Valdemar da Costa Neto e Antônio Rueda, presidentes do PL e do União Brasil, estão empenhados em impedir a votação do projeto que visa o fim da escala 6×1 no Congresso Nacional. Durante um jantar promovido pelo Esfera Brasil, em São Paulo, na noite de segunda-feira (23), ambos expressaram suas preocupações sobre a possível aprovação do projeto e foram aplaudidos por empresários presentes, incluindo representantes de grandes marcas como Google e iFood.
Por que os líderes são contra a votação?
Rueda destacou que sua oposição ao projeto é baseada na crença de que ele “vai onerar o setor produtivo e gerar inflação”. No entanto, ele reconheceu a dificuldade de convencer deputados e senadores de seu partido, que buscam reeleição, a votarem contra a proposta, pois isso poderia lhes custar votos.
“É uma posição muito cruel para quem está disputando uma reeleição ou um outro mandato”, afirmou Rueda.
Qual é a estratégia para barrar a votação?
Os líderes do PL e União Brasil estão buscando estratégias para evitar que a votação chegue ao Plenário.

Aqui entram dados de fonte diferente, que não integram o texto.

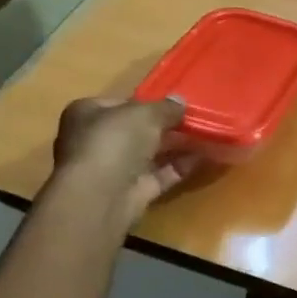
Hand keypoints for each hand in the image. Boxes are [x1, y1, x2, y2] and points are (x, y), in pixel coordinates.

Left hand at [51, 96, 198, 223]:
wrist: (102, 195)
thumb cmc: (115, 140)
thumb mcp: (146, 113)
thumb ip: (166, 107)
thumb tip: (180, 102)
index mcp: (87, 114)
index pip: (120, 104)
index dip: (148, 102)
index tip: (175, 104)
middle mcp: (97, 140)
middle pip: (137, 130)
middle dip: (167, 126)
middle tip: (197, 119)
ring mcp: (114, 168)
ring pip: (151, 153)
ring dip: (178, 145)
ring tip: (208, 135)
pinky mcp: (132, 191)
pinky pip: (162, 174)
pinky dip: (182, 166)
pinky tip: (207, 156)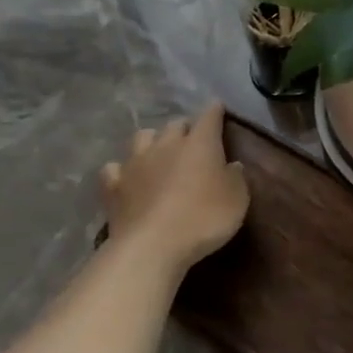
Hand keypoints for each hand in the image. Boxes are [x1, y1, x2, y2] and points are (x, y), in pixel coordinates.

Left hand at [99, 103, 247, 274]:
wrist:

Rueda mencionou a possibilidade de “barrigar” a votação na Comissão de Constituição e Justiça (CCJ) da Câmara dos Deputados.
“Eu defendo que a gente possa construir uma ‘barrigada’ na CCJ”, disse ele.
Valdemar da Costa Neto reforçou a necessidade de pressão do setor empresarial sobre os deputados para evitar que o projeto seja pautado.
Qual é a posição do governo sobre o projeto?
O presidente Lula está trabalhando para que a proposta seja votada o quanto antes, com o apoio do presidente da Câmara, Hugo Motta. Motta indicou que o relator na CCJ para a proposta de emenda à Constituição (PEC) sobre o fim da escala 6×1 será nomeado no início da semana. A proposta visa reunir textos que defendem a redução da jornada semanal de trabalho, alterando o modelo atual de seis dias de trabalho para um de descanso.